Shames's report goes farther. "SDG&E and its Fortune 500 holding company, Sempra Energy, have a figurative stranglehold on the local energy market...it is apparent that gas and electric rates [in San Diego] will be among the highest in the state within three years."

"That's just completely wrong," says Severin Borenstein, a business professor at U.C. Berkeley, director of the University of California Energy Institute, and a member of the PX's board of governors. "[Residential bills] were mandated to go down 10 percent, and they did go down 10 percent on January 1, 1998. [The rate] is going to go down further, but we're not sure how much yet. It would have gone down anyway. The reason prices were so high was bad investments and contracts that had been signed."

Those "bad investments" were alternative power sources that the government pushed power companies like SDG&E to invest in during the '70s and '80s. The cost, Borenstein says, proved high, and the investments often environmentally unacceptable.

"In the case of San Diego, they had these contracts with independent generators that were signed under the PURPA [Public Utility Regulatory Policies Act] back in the 1980s [at] extremely high prices. The act's purpose was to get utilities to not generate all their own power. It was oriented to getting them to buy more environmentally friendly generation. Some of it was [natural] gas, some of it was wind, some of it was hydro, some of it was geothermal. San Diego also had part of the San Onofre nuclear-generating station. And that turned out to be way more expensive than anticipated."

Then, says Borenstein, the price of natural gas collapsed, making generation by any other means expensive by comparison.
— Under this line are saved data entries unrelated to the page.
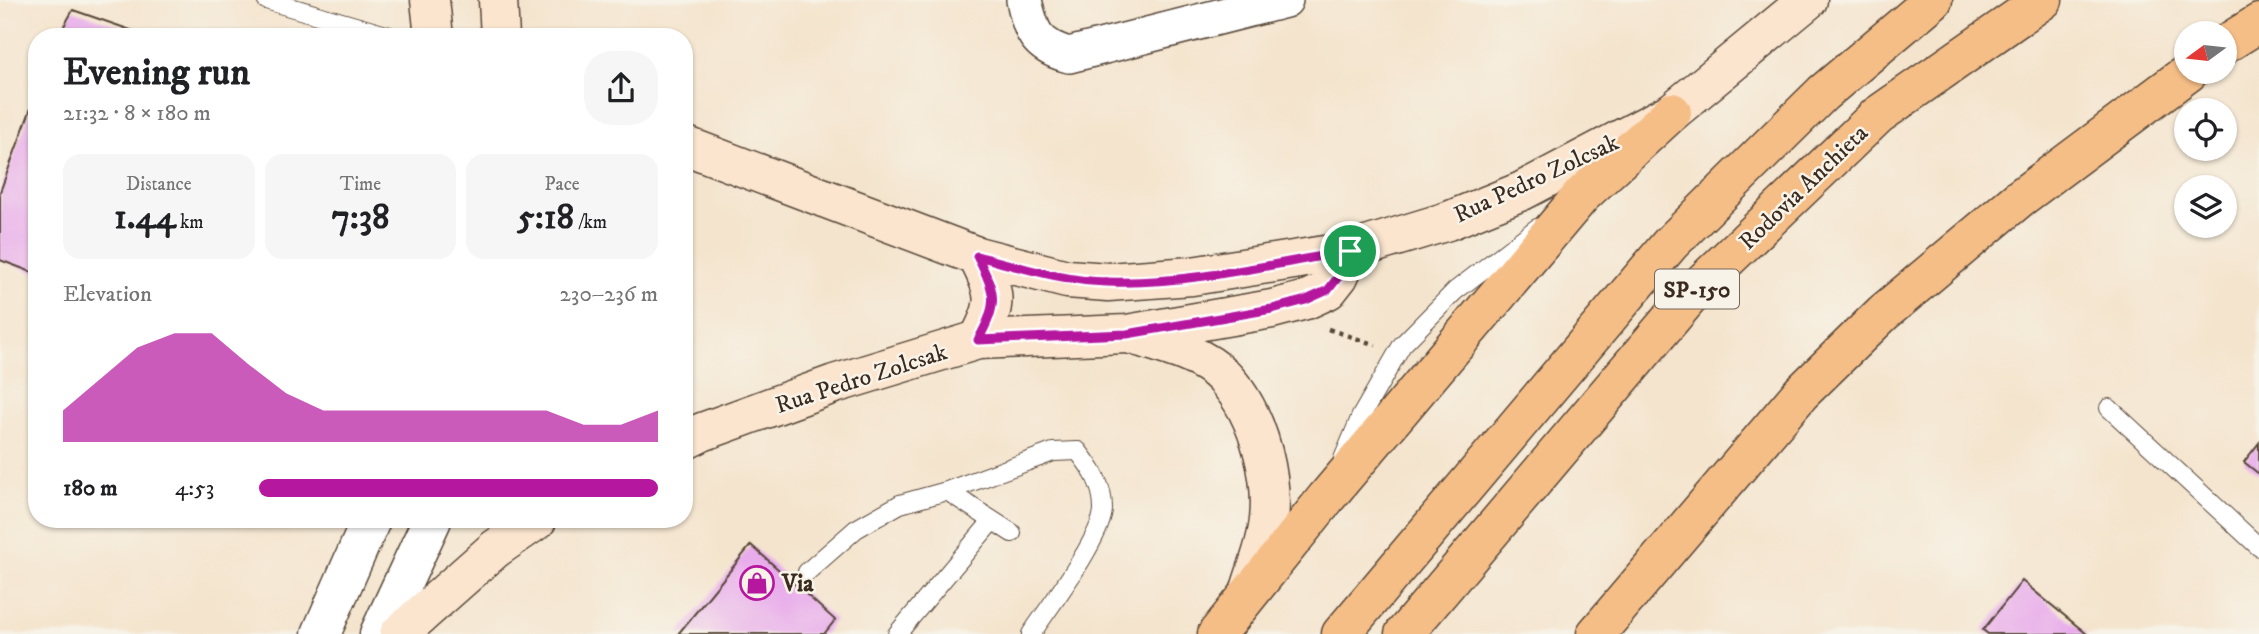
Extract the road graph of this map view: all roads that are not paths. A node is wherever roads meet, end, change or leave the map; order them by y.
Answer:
1 (266, 0) edge
2 (430, 0) edge
3 (498, 0) edge
4 (1024, 0) edge
5 (1285, 0) edge
6 (1808, 0) edge
7 (1933, 0) edge
8 (2043, 0) edge
9 (2259, 23) edge
10 (362, 28) edge
11 (433, 28) edge
12 (500, 28) edge
13 (2237, 37) edge
14 (2174, 83) edge
15 (1672, 112) junction
16 (693, 148) edge
17 (1582, 195) junction
18 (1350, 251) junction
19 (977, 256) junction
20 (1127, 334) junction
21 (978, 340) junction
22 (2109, 408) dead end
23 (693, 436) edge
24 (947, 491) junction
25 (1326, 498) junction
26 (992, 521) junction
27 (367, 528) edge
28 (428, 528) edge
29 (525, 528) edge
30 (1012, 533) dead end
31 (2259, 547) edge
32 (807, 572) dead end
33 (1248, 596) junction
34 (321, 634) edge
35 (379, 634) edge
36 (399, 634) edge
37 (897, 634) edge
38 (1031, 634) edge
39 (1217, 634) edge
40 (1341, 634) edge
41 (1404, 634) edge
42 (1596, 634) edge

1 - 10 lane
2 - 11 main road
3 - 12 main road
4 - 5 street
6 - 15 main road, Rua Pedro Zolcsak
7 - 40 highway, SP-150
8 - 41 highway, Rodovia Anchieta / SP-150
9 - 13 highway
14 - 42 highway
15 - 17 highway
15 - 18 main road, Rua Pedro Zolcsak
16 - 19 main road, Rua Pedro Zolcsak
17 - 25 highway
17 - 25 lane
18 - 19 main road, Rua Pedro Zolcsak
18 - 20 main road
19 - 21 main road
20 - 21 main road, Rua Pedro Zolcsak
20 - 33 main road
21 - 23 main road, Rua Pedro Zolcsak
22 - 31 lane
24 - 26 lane
24 - 32 lane
24 - 38 lane
25 - 33 highway
26 - 30 lane
26 - 37 lane
27 - 34 street
28 - 35 street
29 - 36 main road
33 - 39 highway

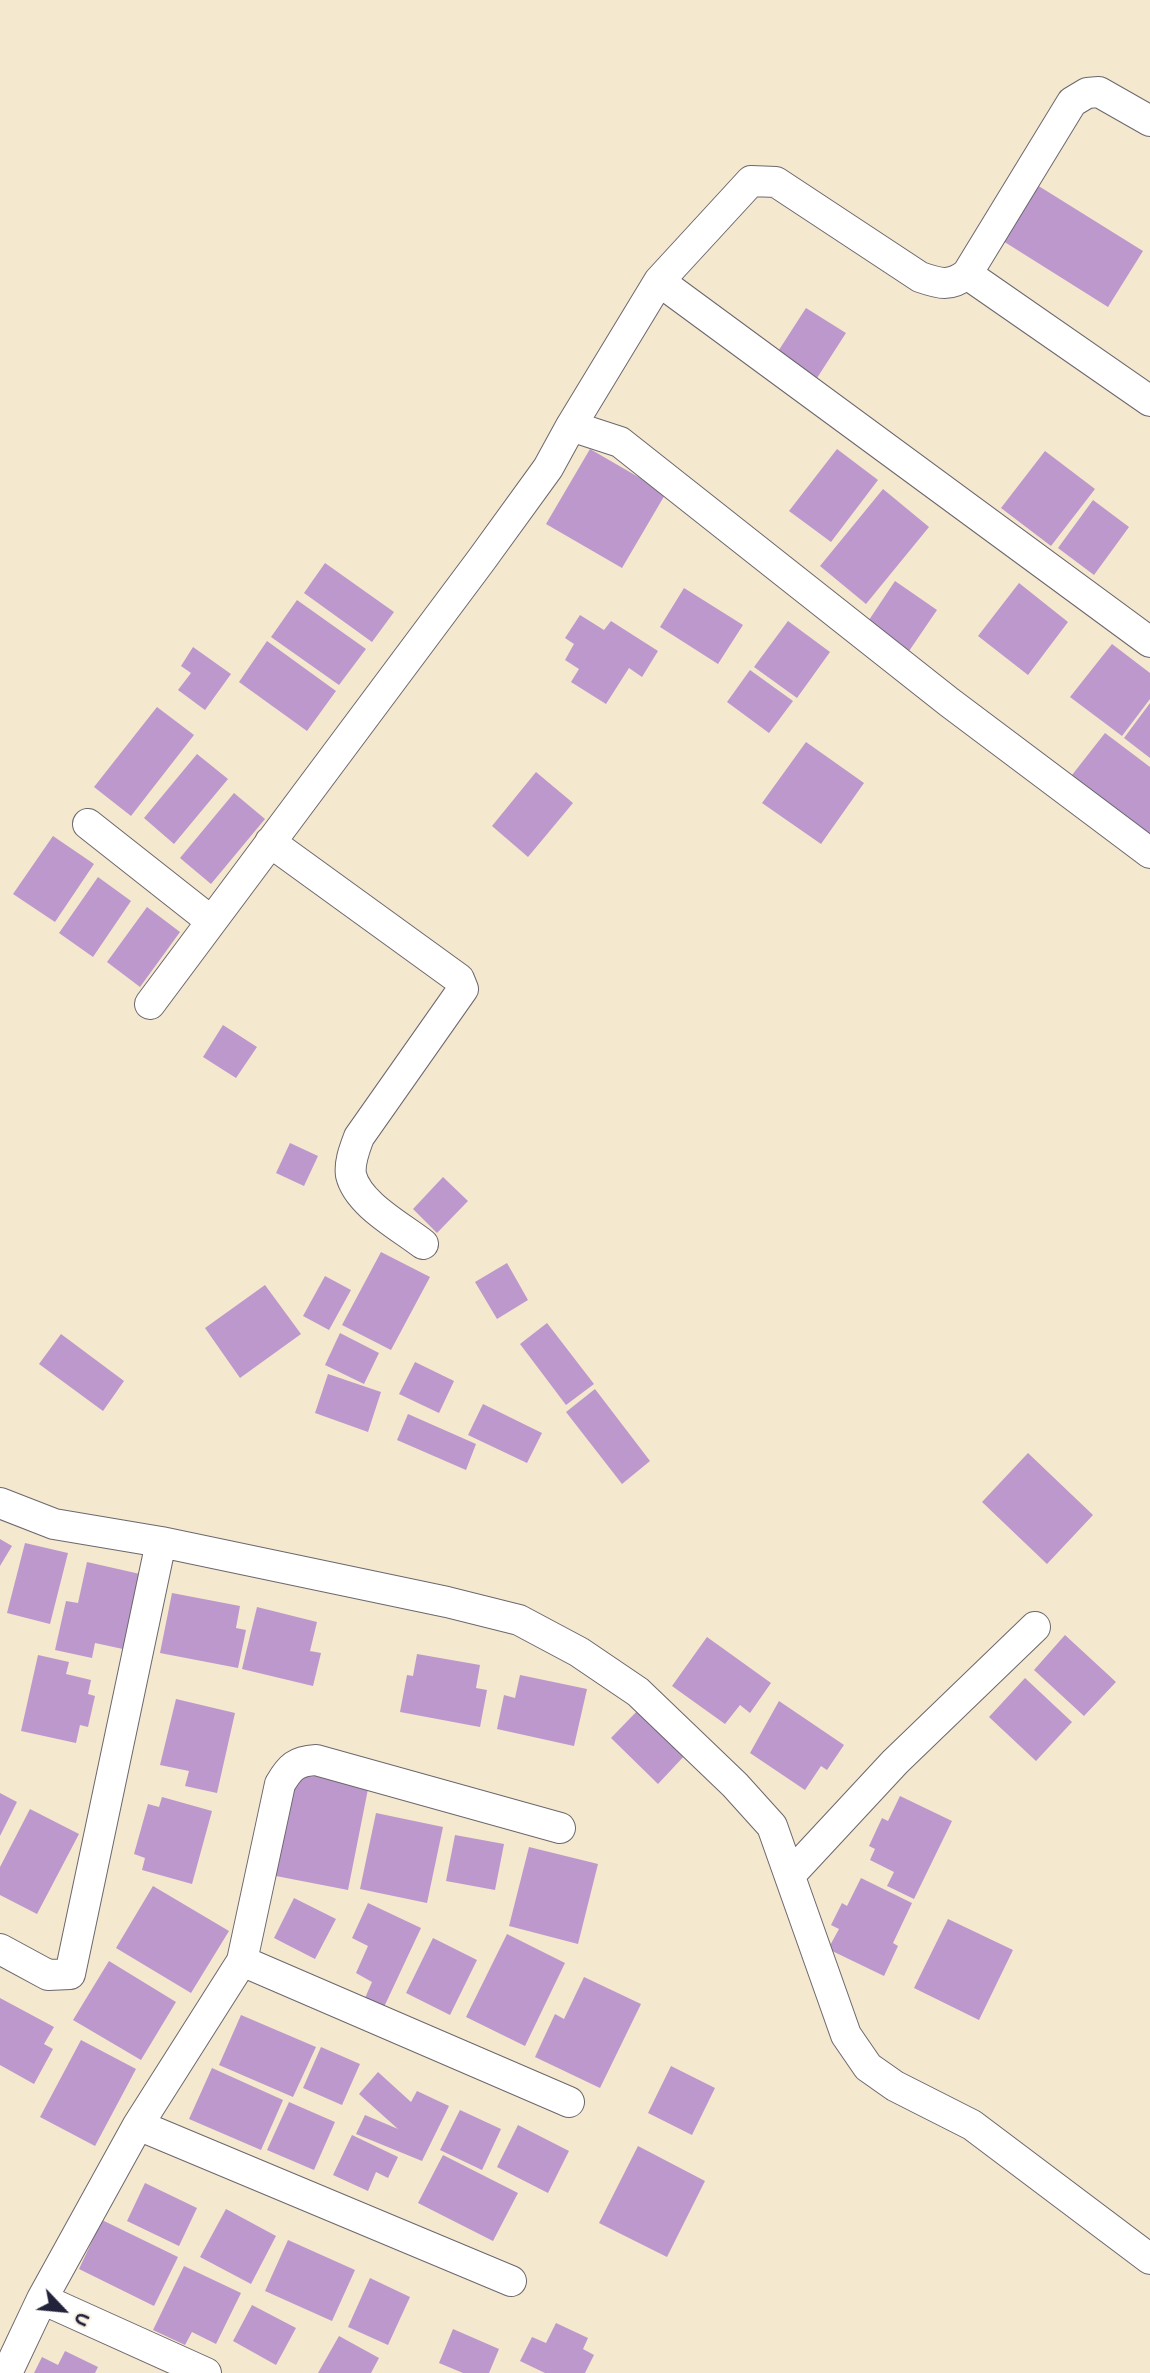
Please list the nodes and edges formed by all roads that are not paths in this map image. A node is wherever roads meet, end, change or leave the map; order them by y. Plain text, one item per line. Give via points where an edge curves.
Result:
1 (1150, 121) edge
2 (967, 274) junction
3 (659, 281) junction
4 (1150, 401) edge
5 (570, 426) junction
6 (1150, 642) edge
7 (88, 824) dead end
8 (270, 842) junction
9 (1150, 853) edge
10 (211, 921) junction
11 (150, 1004) dead end
12 (422, 1244) dead end
13 (0, 1503) edge
14 (161, 1542) junction
15 (1035, 1627) dead end
16 (560, 1828) dead end
17 (790, 1875) junction
18 (0, 1949) edge
19 (242, 1961) junction
20 (569, 2102) dead end
21 (138, 2125) junction
22 (1150, 2259) edge
23 (511, 2281) dead end
24 (41, 2299) junction
25 (7, 2373) edge
26 (206, 2373) edge

1 - 2 street via 1099,92 1072,102
2 - 3 street via 955,283 941,285 920,277 776,181 765,179 751,181
2 - 4 street
3 - 5 street
3 - 6 street
5 - 8 street via 540,480
5 - 9 street via 620,442 949,702
7 - 10 street
8 - 10 street
8 - 12 street via 459,979 463,989 359,1137 352,1156 351,1174 360,1194
10 - 11 street
13 - 14 street via 54,1524
14 - 17 street via 519,1620 579,1652 638,1692 772,1826
14 - 18 street via 70,1975 48,1975
15 - 17 street via 895,1762
16 - 19 street via 316,1760 300,1761 288,1769 280,1784
17 - 22 street via 846,2035 869,2067 895,2086 971,2125
19 - 20 street
19 - 21 street
21 - 23 street
21 - 24 street
24 - 25 street
24 - 26 street

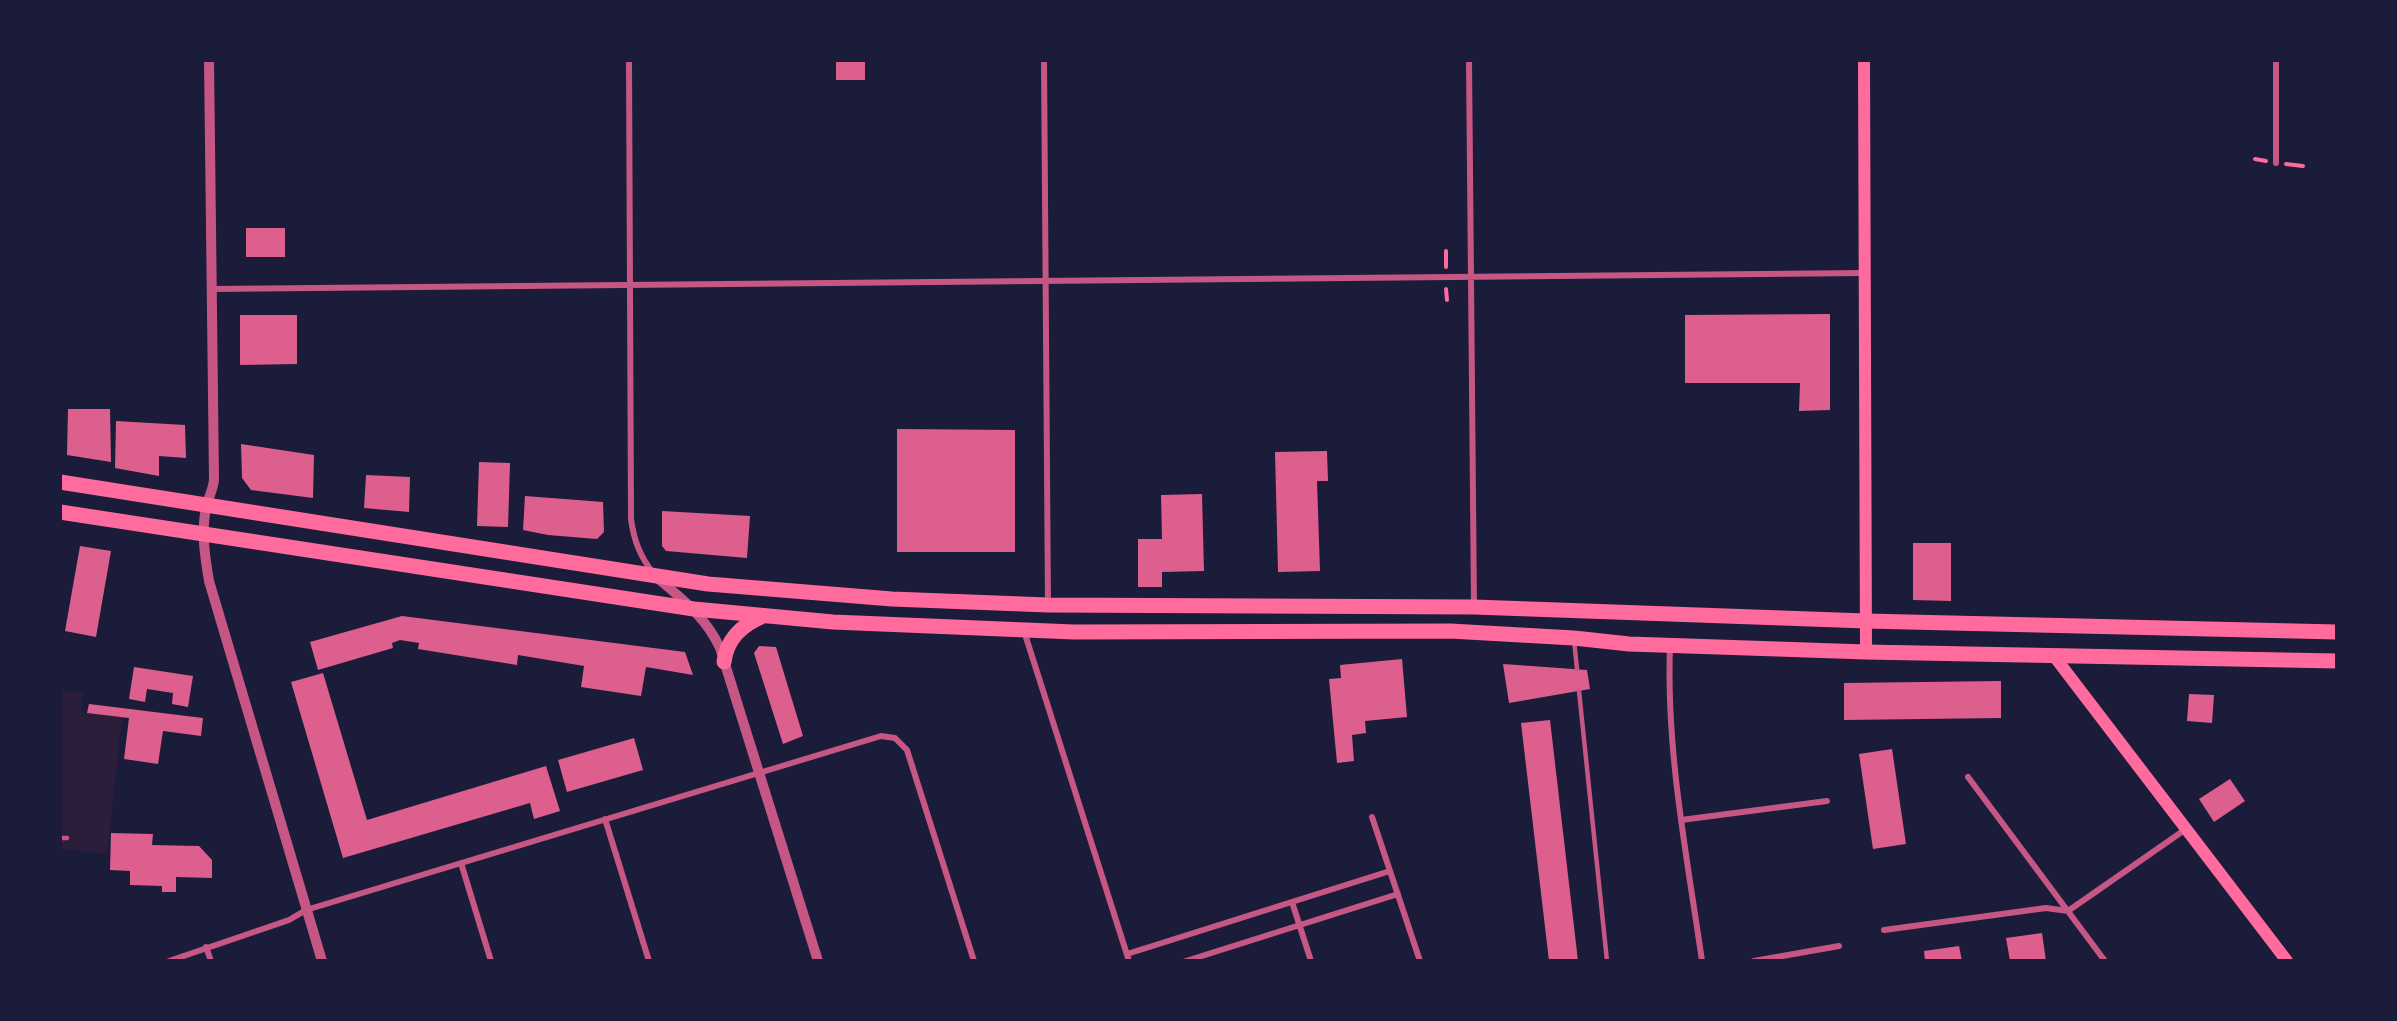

Peace's legislation allowed utilities to pass on to customers the "stranded costs" of those contracts with "competitive transition charges." That wiped out the 10-percent reduction in residential power bills.

But SDG&E has now sold off its interests in the San Onofre nuclear-power station and two other gas-fired generating plants, in part to meet deregulation requirements that utilities separate themselves from the power-generation business (though Sempra is building a power plant in Nevada).

"San Diego's [bad investments] were probably proportionately smaller than San Francisco's Pacific Gas and Electric and L.A.'s Southern California Edison's," says Borenstein. He's not surprised that with proceeds from the sale of its nuclear and other power plants, SDG&E is the first of California's "big three" utilities to pay off that debt.

So why has this good news gotten the PX's Jesús Arredondo -- and UCAN -- nervous? Because they worry that, led by SDG&E, the utilities could bust out and go back to their old bilateral dealings, once they've paid off their bad investments. If SDG&E decided to leave the California Power Exchange, and PG&E and Southern California Edison followed, the PX would look anemic. Despite the involvement of the 69 other companies (from California and seven other western states, Canada, and Mexico), Peace's baby may not survive abandonment by the "big three," which the PX says still serves 80 percent of California's electrical demand.

"[SDG&E] think they might be able to cut a better deal working with somebody outside of the power exchange," says Borenstein. "They have covered their stranded investments, but the law was unclear on whether that was sufficient for them to have the right to buy outside of the power exchange."

The good news, says Borenstein, is that SDG&E has been negotiating a deal they've submitted to the Public Utilities Commission for approval; it still involves them buying most of their power through the PX.

But for Shames, Peace's law leaves too much opportunity for utilities to get out of hand. And San Diegans, he says, are the test monkeys.

"San Diego is the first region in the state, and in the United States, to emerge from the transition to deregulated competition. No other utility will expose its customers to the unfettered prices of an electric market before 2001," he writes in his report. "The lessons learned in San Diego will determine whether California's experiment with deregulated electricity results in more competition and better service or a consumer nightmare of a stronger unregulated monopoly that is accountable to no one."